**Task statement**
For the records that follow, give the number of lines in which the word "options" occurs, with nothing added.

---------- Working data

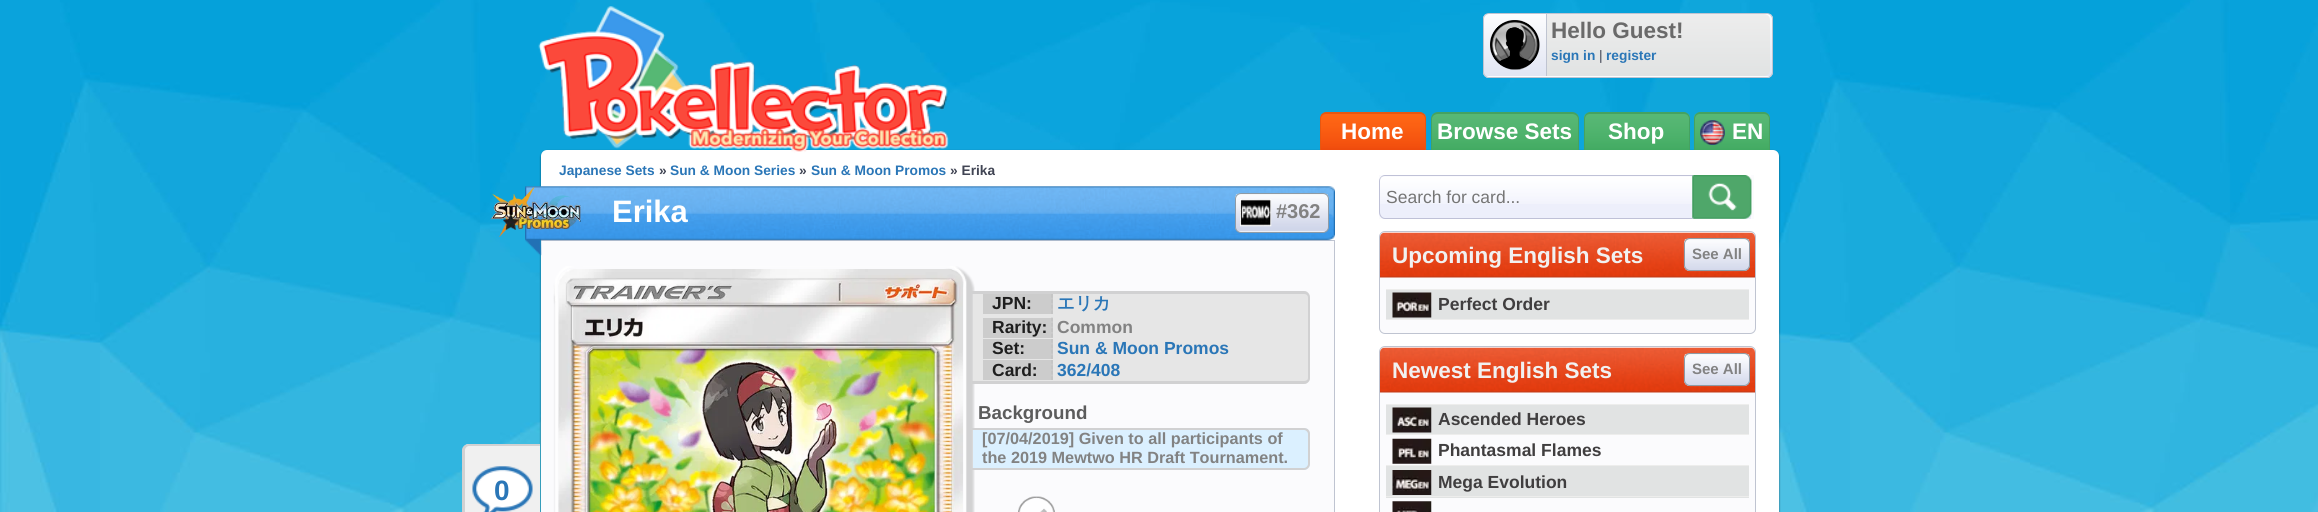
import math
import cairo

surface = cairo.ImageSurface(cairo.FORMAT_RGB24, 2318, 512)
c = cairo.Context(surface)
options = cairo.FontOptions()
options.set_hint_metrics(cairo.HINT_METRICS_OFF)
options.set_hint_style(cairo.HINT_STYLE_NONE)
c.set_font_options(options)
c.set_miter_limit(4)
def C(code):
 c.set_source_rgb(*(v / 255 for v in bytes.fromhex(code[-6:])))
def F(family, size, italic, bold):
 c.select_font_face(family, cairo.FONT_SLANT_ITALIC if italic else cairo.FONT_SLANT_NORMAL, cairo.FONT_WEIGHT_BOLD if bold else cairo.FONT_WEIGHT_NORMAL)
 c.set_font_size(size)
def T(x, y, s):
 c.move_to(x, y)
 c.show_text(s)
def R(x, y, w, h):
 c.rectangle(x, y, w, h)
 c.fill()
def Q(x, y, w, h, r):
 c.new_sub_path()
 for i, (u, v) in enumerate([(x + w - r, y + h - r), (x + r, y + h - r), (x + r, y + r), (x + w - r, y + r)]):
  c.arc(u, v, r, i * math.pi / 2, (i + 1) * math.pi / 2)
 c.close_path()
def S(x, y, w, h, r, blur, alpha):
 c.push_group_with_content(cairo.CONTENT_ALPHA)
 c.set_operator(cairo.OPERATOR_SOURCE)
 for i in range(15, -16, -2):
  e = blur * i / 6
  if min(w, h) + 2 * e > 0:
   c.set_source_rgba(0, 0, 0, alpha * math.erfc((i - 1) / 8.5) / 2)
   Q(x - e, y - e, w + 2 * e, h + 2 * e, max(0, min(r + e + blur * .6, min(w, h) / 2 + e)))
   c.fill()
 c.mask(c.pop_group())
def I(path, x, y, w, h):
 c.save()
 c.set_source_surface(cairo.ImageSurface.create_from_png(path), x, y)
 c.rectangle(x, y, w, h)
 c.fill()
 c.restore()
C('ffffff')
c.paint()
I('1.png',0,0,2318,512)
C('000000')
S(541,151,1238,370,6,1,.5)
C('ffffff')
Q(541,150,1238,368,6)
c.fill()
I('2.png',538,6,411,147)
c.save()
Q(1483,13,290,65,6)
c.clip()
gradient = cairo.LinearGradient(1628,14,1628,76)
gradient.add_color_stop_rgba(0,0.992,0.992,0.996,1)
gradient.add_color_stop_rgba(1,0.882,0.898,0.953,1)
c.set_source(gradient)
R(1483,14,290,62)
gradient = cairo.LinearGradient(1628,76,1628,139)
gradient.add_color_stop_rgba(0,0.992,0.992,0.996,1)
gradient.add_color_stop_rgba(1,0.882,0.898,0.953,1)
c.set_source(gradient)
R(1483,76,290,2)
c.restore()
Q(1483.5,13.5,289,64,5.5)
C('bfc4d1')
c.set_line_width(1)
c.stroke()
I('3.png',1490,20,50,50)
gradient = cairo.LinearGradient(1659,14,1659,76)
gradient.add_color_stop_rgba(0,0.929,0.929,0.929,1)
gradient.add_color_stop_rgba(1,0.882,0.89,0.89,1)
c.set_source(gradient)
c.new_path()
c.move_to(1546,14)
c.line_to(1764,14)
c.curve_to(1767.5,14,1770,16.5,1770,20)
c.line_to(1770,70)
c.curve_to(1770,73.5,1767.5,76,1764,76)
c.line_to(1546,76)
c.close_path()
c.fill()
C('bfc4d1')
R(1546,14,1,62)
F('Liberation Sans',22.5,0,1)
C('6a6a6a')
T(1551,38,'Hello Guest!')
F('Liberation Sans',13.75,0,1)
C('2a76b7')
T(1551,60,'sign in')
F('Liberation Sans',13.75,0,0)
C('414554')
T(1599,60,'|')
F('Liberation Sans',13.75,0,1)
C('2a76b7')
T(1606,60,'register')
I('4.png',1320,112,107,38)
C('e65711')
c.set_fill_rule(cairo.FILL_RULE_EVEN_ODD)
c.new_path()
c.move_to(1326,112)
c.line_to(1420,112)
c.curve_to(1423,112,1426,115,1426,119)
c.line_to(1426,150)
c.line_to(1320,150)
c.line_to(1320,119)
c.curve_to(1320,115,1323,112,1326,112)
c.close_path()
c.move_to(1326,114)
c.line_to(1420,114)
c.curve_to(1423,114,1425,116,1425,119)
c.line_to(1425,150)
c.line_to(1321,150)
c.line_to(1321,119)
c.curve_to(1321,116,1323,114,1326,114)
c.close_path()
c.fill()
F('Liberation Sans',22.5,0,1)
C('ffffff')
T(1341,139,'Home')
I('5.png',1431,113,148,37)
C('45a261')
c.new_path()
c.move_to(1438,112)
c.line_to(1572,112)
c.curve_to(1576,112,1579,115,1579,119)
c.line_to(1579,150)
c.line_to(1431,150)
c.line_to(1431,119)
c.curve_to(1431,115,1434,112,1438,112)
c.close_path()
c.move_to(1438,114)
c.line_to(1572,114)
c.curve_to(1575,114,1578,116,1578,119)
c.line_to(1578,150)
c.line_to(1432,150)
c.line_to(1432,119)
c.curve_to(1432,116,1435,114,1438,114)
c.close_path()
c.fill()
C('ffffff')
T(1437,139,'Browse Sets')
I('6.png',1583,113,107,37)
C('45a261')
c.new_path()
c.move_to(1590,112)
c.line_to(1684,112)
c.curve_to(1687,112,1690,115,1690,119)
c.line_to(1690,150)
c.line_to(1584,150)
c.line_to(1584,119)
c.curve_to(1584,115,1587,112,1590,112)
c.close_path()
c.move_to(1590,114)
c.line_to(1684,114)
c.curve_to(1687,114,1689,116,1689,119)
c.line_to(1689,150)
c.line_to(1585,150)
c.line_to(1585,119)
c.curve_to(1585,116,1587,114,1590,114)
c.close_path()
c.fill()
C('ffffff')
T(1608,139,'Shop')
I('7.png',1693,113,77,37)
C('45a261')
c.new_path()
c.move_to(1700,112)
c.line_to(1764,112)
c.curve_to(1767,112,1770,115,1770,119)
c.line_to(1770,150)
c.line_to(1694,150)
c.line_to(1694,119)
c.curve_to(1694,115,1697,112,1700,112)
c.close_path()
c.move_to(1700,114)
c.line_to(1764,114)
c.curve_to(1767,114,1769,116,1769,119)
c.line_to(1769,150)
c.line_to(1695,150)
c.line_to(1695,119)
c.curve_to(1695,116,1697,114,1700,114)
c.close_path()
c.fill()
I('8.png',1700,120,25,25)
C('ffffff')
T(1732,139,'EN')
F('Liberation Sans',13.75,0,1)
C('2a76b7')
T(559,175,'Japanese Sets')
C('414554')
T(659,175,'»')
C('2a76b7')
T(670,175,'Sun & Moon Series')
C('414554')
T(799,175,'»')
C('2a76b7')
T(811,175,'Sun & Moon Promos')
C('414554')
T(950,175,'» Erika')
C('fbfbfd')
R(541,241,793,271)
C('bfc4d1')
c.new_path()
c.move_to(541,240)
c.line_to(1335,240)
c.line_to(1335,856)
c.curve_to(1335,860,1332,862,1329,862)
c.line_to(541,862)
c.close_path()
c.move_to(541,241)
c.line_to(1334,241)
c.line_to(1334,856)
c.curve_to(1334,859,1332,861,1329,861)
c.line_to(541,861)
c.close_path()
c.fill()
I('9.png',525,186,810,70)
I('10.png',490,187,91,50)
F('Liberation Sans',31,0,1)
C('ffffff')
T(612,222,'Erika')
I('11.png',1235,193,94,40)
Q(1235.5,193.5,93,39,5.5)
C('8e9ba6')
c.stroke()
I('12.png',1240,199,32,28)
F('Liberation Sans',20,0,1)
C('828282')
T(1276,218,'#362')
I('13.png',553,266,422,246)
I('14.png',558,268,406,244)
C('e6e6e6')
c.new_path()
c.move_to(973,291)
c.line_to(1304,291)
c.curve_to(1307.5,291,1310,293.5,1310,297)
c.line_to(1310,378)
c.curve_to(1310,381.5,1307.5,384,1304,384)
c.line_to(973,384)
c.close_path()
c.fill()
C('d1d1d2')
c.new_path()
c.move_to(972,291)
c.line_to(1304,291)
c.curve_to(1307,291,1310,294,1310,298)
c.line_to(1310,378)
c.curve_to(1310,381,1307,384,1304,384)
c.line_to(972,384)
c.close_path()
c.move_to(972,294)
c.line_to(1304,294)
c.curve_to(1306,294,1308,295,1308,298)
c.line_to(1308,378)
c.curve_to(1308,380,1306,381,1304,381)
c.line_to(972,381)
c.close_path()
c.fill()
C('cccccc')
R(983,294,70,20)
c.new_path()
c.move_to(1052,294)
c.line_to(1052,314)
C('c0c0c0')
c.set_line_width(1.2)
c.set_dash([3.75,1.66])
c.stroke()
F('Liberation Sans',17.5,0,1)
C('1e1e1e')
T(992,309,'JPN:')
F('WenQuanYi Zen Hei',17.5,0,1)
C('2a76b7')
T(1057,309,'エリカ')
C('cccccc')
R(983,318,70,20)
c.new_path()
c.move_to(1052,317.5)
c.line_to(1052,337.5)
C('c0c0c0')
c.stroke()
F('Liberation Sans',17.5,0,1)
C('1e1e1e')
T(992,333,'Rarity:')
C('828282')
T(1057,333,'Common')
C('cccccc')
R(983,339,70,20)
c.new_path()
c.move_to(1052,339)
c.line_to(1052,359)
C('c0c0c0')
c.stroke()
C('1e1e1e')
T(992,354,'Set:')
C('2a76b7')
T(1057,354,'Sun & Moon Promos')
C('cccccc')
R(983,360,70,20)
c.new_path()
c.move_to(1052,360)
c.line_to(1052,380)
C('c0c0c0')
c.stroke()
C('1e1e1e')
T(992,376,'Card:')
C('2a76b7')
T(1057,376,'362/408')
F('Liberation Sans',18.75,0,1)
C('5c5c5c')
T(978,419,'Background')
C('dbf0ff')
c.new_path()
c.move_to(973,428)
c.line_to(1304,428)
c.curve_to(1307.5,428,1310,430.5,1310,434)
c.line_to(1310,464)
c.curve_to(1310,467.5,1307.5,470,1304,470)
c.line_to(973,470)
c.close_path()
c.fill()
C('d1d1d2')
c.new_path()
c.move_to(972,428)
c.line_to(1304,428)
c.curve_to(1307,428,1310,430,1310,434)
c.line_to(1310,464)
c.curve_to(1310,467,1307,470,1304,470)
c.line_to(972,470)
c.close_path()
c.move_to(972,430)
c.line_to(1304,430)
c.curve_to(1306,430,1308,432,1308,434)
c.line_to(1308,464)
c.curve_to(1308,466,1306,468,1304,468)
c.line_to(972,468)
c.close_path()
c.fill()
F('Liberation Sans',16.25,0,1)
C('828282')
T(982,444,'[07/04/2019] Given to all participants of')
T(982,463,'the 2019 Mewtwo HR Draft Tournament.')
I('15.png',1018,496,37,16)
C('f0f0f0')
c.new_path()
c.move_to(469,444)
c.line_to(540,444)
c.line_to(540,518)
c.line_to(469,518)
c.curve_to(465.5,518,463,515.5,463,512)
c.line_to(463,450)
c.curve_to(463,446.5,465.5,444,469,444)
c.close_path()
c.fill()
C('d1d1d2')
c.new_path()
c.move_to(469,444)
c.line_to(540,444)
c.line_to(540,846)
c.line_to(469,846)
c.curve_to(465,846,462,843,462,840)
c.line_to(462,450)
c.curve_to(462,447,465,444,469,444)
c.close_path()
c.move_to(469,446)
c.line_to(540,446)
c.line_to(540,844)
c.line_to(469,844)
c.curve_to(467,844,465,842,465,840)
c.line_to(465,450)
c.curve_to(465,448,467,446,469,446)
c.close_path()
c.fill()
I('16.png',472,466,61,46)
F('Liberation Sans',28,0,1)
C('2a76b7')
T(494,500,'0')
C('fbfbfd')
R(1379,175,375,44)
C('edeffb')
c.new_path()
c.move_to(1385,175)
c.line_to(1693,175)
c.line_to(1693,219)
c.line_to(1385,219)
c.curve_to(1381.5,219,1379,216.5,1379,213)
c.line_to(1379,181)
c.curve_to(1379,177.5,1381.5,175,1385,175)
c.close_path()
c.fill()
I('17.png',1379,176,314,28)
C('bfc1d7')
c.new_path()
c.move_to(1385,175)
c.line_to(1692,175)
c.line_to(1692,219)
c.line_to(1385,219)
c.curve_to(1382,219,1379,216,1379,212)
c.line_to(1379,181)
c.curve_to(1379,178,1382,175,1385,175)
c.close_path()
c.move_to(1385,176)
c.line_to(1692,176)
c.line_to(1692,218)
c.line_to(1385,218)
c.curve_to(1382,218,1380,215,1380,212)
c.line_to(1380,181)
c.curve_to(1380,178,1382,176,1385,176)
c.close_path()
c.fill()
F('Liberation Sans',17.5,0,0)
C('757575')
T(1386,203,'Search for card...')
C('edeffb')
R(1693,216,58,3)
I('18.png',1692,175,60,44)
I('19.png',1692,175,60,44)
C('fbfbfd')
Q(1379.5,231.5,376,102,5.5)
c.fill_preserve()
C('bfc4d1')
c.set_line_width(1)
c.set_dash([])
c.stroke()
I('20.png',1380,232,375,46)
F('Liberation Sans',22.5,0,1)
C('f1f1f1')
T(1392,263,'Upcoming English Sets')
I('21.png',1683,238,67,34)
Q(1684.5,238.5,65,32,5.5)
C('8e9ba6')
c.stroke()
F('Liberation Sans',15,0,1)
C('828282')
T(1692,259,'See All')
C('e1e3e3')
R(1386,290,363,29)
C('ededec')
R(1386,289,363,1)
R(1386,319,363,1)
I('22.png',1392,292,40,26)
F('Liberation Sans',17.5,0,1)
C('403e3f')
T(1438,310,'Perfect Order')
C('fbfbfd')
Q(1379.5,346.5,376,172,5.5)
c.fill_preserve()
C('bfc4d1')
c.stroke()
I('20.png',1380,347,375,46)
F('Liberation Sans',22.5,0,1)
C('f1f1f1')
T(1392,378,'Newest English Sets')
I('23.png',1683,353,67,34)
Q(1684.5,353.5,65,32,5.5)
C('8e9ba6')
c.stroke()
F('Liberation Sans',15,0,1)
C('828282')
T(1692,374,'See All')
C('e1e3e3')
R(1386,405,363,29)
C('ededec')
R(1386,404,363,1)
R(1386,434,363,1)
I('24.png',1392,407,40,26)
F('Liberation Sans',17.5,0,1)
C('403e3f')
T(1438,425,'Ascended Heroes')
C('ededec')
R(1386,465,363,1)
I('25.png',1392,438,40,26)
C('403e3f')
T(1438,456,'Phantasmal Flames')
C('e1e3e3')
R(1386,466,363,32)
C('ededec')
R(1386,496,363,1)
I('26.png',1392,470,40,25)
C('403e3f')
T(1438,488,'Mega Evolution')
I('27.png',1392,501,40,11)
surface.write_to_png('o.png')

--------------------
---------- Working data

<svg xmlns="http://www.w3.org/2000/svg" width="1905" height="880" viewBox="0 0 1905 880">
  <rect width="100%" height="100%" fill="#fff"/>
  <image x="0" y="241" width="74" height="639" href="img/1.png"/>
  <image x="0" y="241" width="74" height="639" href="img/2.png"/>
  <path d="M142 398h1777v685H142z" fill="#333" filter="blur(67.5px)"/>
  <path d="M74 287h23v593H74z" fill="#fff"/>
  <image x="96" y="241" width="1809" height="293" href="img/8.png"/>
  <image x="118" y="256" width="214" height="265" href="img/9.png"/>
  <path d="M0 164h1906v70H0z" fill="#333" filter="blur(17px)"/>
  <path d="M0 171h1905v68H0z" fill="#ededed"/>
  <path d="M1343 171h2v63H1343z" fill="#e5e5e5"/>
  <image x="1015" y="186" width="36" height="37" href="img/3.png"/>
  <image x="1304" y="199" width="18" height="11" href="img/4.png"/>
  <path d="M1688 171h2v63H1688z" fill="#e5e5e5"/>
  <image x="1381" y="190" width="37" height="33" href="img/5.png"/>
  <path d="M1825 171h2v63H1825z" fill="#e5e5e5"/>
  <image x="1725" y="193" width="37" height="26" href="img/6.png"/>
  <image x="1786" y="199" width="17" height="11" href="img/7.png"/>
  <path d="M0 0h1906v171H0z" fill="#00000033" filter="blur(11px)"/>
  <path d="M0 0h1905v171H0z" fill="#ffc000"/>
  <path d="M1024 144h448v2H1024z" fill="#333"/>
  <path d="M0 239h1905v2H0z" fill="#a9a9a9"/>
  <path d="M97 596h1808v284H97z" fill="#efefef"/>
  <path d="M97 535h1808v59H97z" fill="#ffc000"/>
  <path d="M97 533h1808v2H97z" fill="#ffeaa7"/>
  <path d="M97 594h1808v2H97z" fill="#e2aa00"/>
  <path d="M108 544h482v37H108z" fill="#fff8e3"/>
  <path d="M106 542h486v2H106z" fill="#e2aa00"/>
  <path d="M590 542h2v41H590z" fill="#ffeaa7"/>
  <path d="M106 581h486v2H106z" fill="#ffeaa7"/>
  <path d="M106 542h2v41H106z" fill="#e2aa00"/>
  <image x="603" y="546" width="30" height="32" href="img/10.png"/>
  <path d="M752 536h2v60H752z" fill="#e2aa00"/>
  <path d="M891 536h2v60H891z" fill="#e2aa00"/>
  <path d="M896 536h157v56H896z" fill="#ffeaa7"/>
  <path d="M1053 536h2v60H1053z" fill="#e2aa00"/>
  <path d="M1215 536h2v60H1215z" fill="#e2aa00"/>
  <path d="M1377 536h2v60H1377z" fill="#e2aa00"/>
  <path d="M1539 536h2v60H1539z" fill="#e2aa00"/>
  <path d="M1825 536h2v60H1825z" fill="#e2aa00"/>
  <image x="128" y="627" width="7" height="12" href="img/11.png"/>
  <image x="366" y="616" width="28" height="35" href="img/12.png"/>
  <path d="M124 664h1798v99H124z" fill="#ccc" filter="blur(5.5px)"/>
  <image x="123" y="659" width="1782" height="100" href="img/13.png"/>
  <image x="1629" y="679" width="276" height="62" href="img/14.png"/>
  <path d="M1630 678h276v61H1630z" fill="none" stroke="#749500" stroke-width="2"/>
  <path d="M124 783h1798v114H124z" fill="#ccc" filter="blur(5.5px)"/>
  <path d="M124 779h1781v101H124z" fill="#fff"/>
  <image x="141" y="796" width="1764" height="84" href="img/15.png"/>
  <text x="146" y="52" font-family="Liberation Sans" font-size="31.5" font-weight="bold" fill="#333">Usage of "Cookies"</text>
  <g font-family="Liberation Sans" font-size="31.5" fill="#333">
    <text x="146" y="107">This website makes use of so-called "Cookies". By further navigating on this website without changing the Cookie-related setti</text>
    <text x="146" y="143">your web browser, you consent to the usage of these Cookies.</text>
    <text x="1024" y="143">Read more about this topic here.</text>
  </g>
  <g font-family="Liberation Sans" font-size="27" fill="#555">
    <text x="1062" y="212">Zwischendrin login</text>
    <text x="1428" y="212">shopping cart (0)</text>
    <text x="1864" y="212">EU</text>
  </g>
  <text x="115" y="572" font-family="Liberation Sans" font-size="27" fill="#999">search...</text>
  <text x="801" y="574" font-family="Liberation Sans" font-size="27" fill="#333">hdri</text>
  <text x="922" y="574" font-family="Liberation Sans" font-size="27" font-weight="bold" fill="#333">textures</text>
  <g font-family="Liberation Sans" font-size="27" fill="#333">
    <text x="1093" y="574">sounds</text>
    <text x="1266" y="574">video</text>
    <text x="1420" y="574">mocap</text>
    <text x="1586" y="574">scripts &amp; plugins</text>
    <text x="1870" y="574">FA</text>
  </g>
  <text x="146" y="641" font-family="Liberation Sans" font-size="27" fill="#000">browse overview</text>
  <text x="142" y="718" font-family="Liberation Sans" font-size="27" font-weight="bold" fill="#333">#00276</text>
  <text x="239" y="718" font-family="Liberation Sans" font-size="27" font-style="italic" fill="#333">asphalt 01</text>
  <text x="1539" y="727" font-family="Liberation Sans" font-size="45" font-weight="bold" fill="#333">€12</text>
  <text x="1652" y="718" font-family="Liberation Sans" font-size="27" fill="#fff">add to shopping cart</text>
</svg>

--------------------

**Written reply**
4